We are interested in studying the noises and their effects in the dynamics in biological systems.  Gene expression noise is ubiquitous in cells. One source of noises is that genes are expressed in bursts, as both mRNA and protein bursts were observed in the past.  In order to simulate gene network dynamics with noise effects, a Langevin’s equation formulism is developed that is capable to account for the effects of bursts.  In this talk I'll go over several examples that we joinly work with experimentalists in the areas of developmental biology and neural science.

BIO

Chao-Ping (Cherri) Hsu was born in Taiwan. She obtained her B. S. and M.Sc. degree in Chemistry from National Taiwan University. She received her Ph.D. degree in Chemistry in 1998, from California Institute of Technology She was a Miller Fellow in University of California, Berkeley.  In 2002, she started her independent research career at Institute of Chemistry, Academia Sinica.

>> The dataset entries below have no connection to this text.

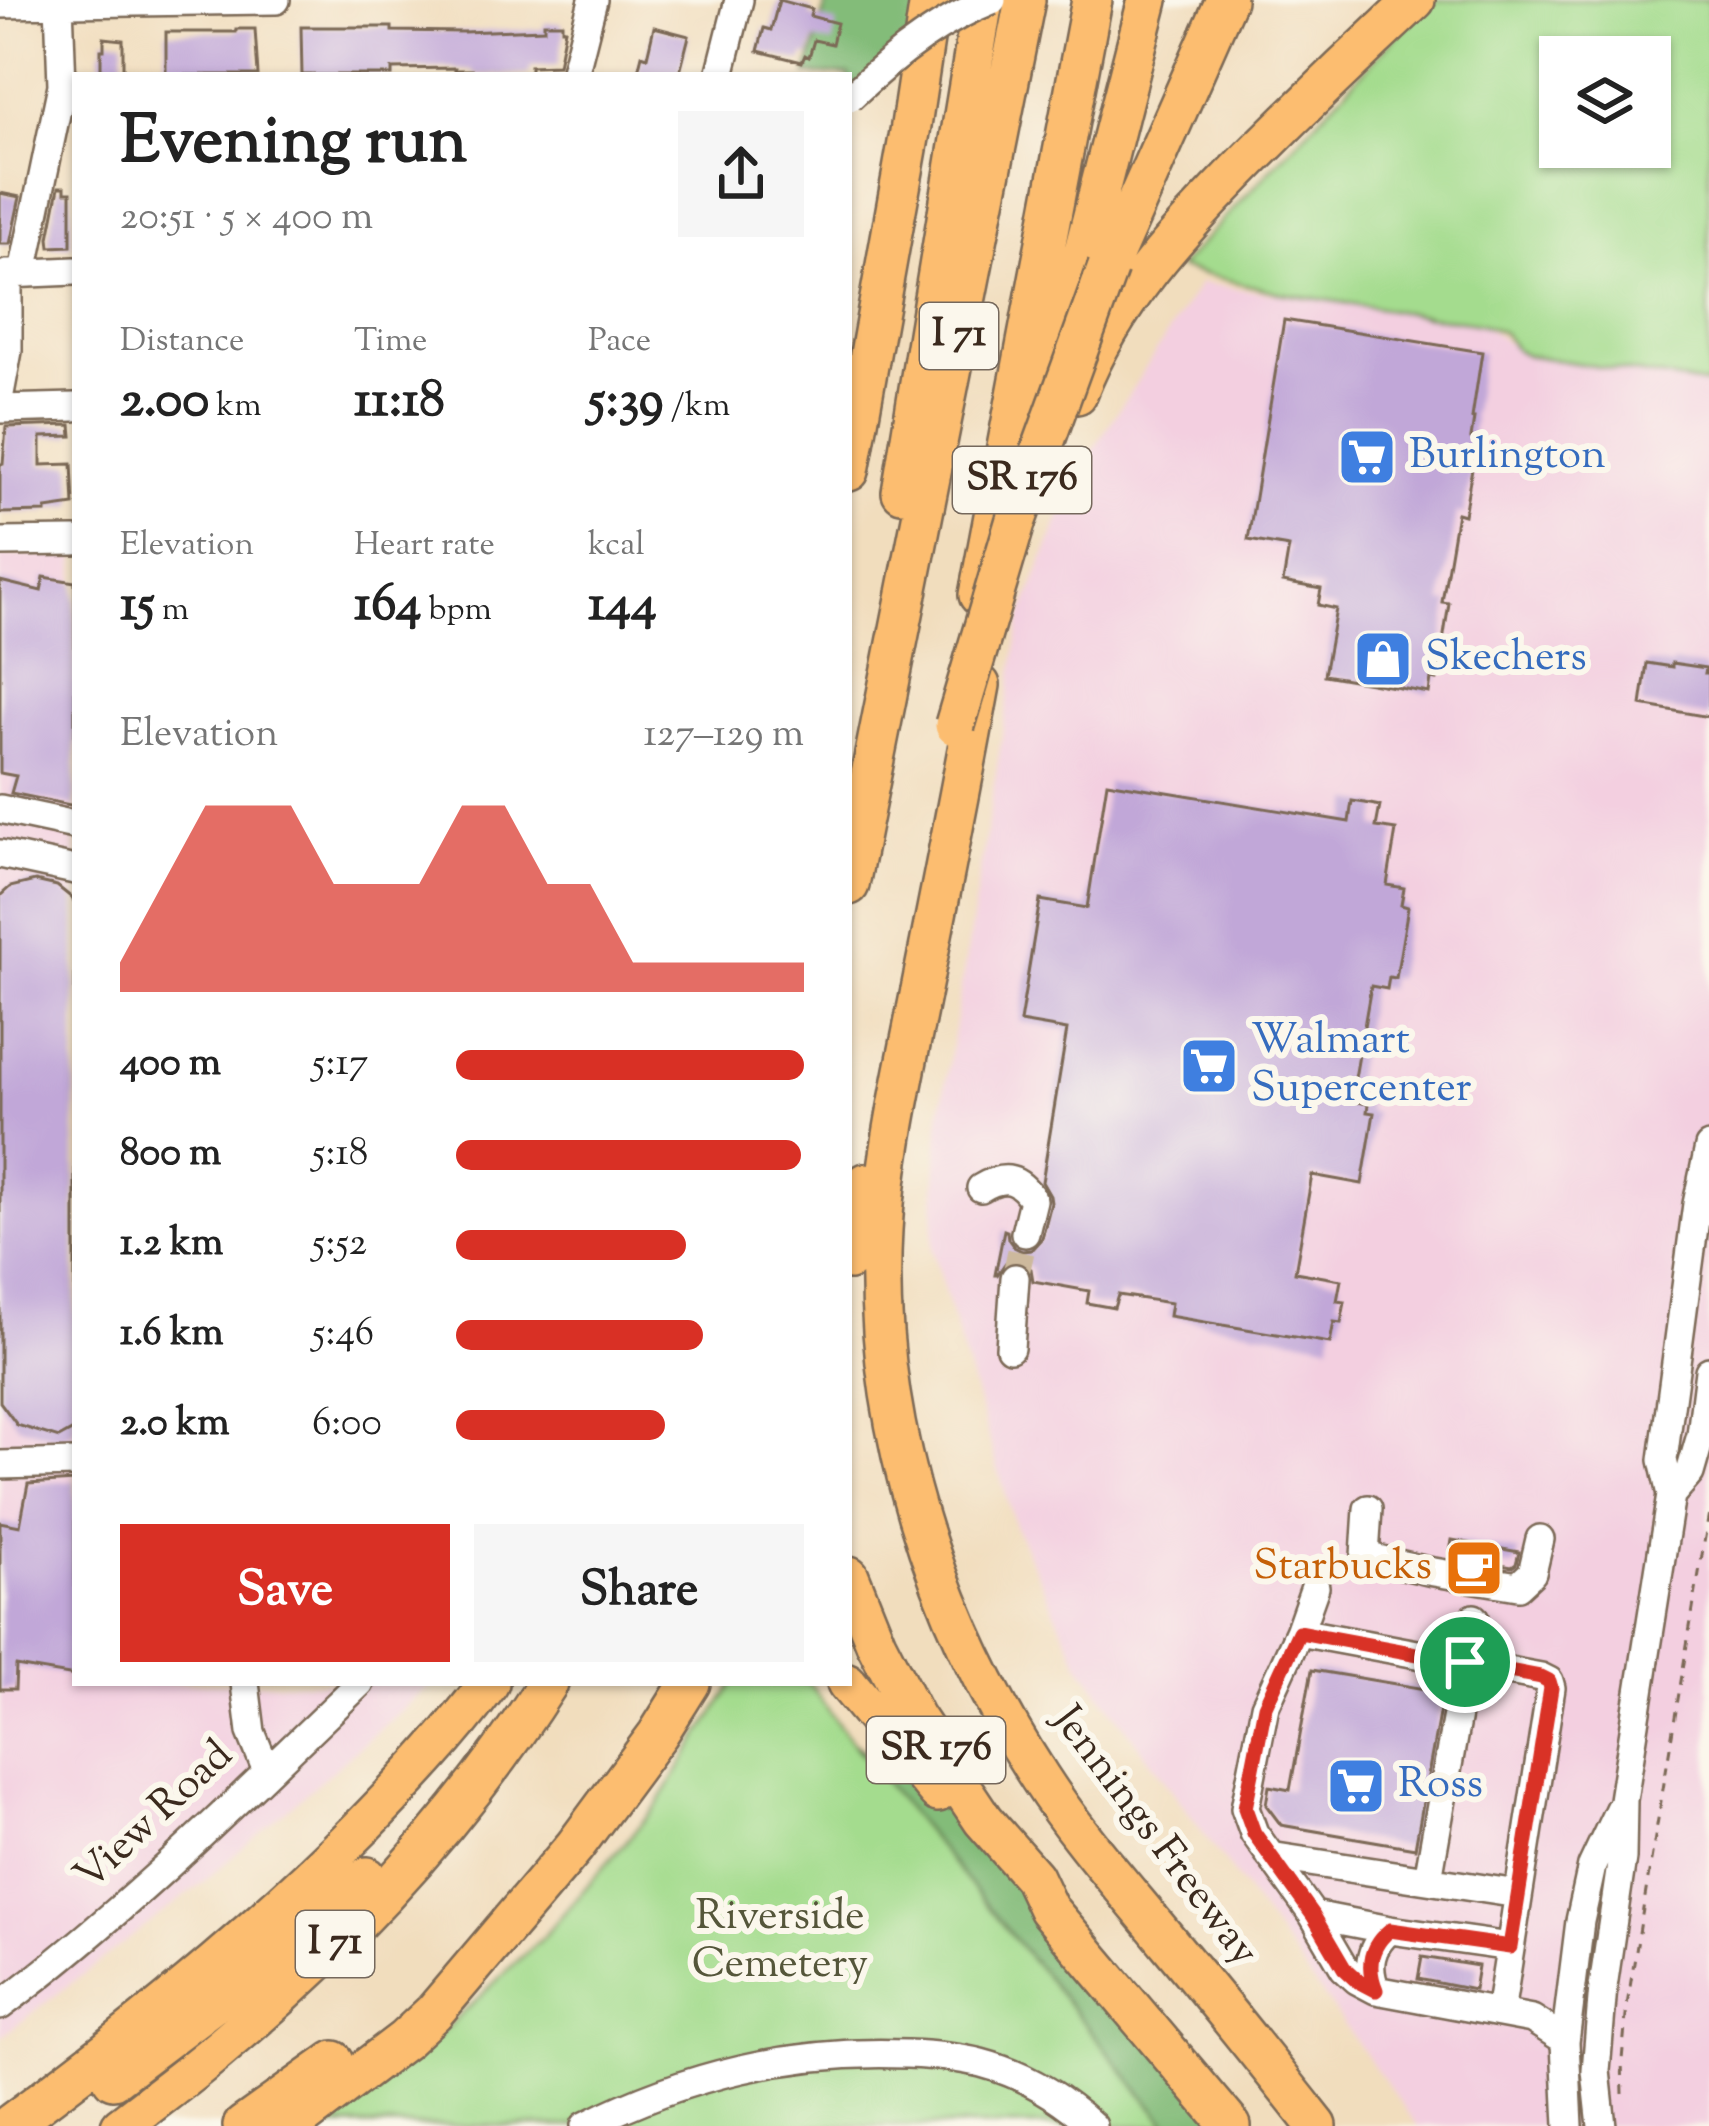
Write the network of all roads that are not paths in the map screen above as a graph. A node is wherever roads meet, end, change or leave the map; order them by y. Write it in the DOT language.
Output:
graph roads {
  1 [pos="276,0"];
  2 [pos="593,0"];
  3 [pos="740,0"];
  4 [pos="930,0"];
  5 [pos="988,0"];
  6 [pos="1025,0"];
  7 [pos="1092,0"];
  8 [pos="1148,0"];
  9 [pos="1170,0"];
  10 [pos="1197,0"];
  11 [pos="1226,0"];
  12 [pos="1415,0"];
  13 [pos="59,3"];
  14 [pos="0,4"];
  15 [pos="1182,71"];
  16 [pos="575,72"];
  17 [pos="721,72"];
  18 [pos="852,95"];
  19 [pos="64,135"];
  20 [pos="1096,259"];
  21 [pos="72,271"];
  22 [pos="10,273"];
  23 [pos="0,394"];
  24 [pos="72,407"];
  25 [pos="0,409"];
  26 [pos="852,454"];
  27 [pos="72,541"];
  28 [pos="0,542"];
  29 [pos="965,719"];
  30 [pos="852,768"];
  31 [pos="0,809"];
  32 [pos="72,824"];
  33 [pos="0,854"];
  34 [pos="72,869"];
  35 [pos="852,870"];
  36 [pos="1709,1148"];
  37 [pos="982,1188"];
  38 [pos="1025,1233"];
  39 [pos="852,1246"];
  40 [pos="1015,1278"];
  41 [pos="1010,1348"];
  42 [pos="1709,1372"];
  43 [pos="72,1463"];
  44 [pos="0,1465"];
  45 [pos="1671,1495"];
  46 [pos="1368,1508"];
  47 [pos="1540,1539"];
  48 [pos="852,1583"];
  49 [pos="1315,1587"];
  50 [pos="1474,1618"];
  51 [pos="1299,1632"];
  52 [pos="1465,1662"];
  53 [pos="245,1686"];
  54 [pos="357,1686"];
  55 [pos="487,1686"];
  56 [pos="546,1686"];
  57 [pos="688,1686"];
  58 [pos="851,1686"];
  59 [pos="517,1730"];
  60 [pos="267,1771"];
  61 [pos="1623,1800"];
  62 [pos="575,1846"];
  63 [pos="1270,1856"];
  64 [pos="1428,1879"];
  65 [pos="1518,1894"];
  66 [pos="1048,1909"];
  67 [pos="1313,1915"];
  68 [pos="1390,1930"];
  69 [pos="1510,1947"];
  70 [pos="1376,1990"];
  71 [pos="1570,2004"];
  72 [pos="0,2006"];
  73 [pos="1500,2013"];
  74 [pos="1532,2019"];
  75 [pos="1565,2040"];
  76 [pos="8,2126"];
  77 [pos="46,2126"];
  78 [pos="121,2126"];
  79 [pos="243,2126"];
  80 [pos="291,2126"];
  81 [pos="585,2126"];
  82 [pos="1093,2126"];
  83 [pos="1231,2126"];
  84 [pos="1317,2126"];
  85 [pos="1569,2126"];
  86 [pos="1602,2126"];
  1 -- 13 [label="street"];
  2 -- 16 [label="street"];
  3 -- 17 [label="street"];
  4 -- 26 [label="highway"];
  5 -- 18 [label="street, bridge"];
  5 -- 30 [label="highway"];
  6 -- 35 [label="highway, I 71"];
  7 -- 29 [label="highway, I 71, bridge"];
  8 -- 20 [label="highway"];
  9 -- 20 [label="highway"];
  10 -- 15 [label="highway"];
  11 -- 15 [label="highway"];
  12 -- 29 [label="highway"];
  13 -- 14 [label="street"];
  13 -- 19 [label="street"];
  15 -- 20 [label="highway"];
  19 -- 22 [label="street"];
  20 -- 29 [label="highway, bridge"];
  21 -- 22 [label="street"];
  22 -- 23 [label="street"];
  24 -- 25 [label="street"];
  27 -- 28 [label="street"];
  29 -- 39 [label="highway, I 71"];
  29 -- 84 [label="highway, Jennings Freeway / SR 176"];
  31 -- 32 [label="street"];
  33 -- 34 [label="street"];
  36 -- 45 [label="street"];
  37 -- 38 [label="street"];
  40 -- 41 [label="street"];
  42 -- 45 [label="street"];
  43 -- 44 [label="street"];
  45 -- 61 [label="street"];
  46 -- 47 [label="street"];
  48 -- 66 [label="highway, SR 176"];
  49 -- 51 [label="street"];
  50 -- 52 [label="street"];
  51 -- 52 [label="street"];
  51 -- 63 [label="street"];
  52 -- 64 [label="street"];
  52 -- 65 [label="street"];
  53 -- 60 [label="street"];
  54 -- 60 [label="street, View Road"];
  55 -- 76 [label="highway"];
  56 -- 59 [label="highway, I 71"];
  57 -- 62 [label="highway, I 71"];
  58 -- 66 [label="highway"];
  59 -- 77 [label="highway"];
  59 -- 78 [label="highway, I 71"];
  60 -- 72 [label="street, View Road"];
  61 -- 71 [label="street"];
  61 -- 86 [label="street"];
  62 -- 79 [label="highway, I 71"];
  62 -- 80 [label="highway"];
  63 -- 64 [label="street"];
  63 -- 67 [label="street"];
  64 -- 65 [label="street"];
  65 -- 69 [label="street"];
  66 -- 83 [label="highway, SR 176"];
  67 -- 68 [label="street"];
  67 -- 70 [label="street"];
  68 -- 69 [label="street"];
  68 -- 70 [label="street"];
  69 -- 73 [label="street"];
  70 -- 73 [label="street"];
  71 -- 74 [label="street"];
  71 -- 75 [label="street"];
  73 -- 74 [label="street"];
  74 -- 75 [label="street"];
  75 -- 85 [label="street"];
  81 -- 82 [label="street"];
}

Major awards and recognitions she received includes the Pople Medal from Asia-Pacific Association of Theoretical & Computational Chemists in 2010, the Outstanding Research Award from the National Science Council in 2011, the Investigator Award from Academia Sinica 2017. She is internationally recognized by her pioneering work on characterizing the electronic coupling in electron transfer and energy transfer with first-principle quantum chemistry computation.  She is also interested in developing mathematical modelling work for systems biology.  She is currently a member of the Editorial Advisory Board, The Journal of Chemical Physics.  She is also a Center Scientist of the physics division, National Center for Theoretical Sciences.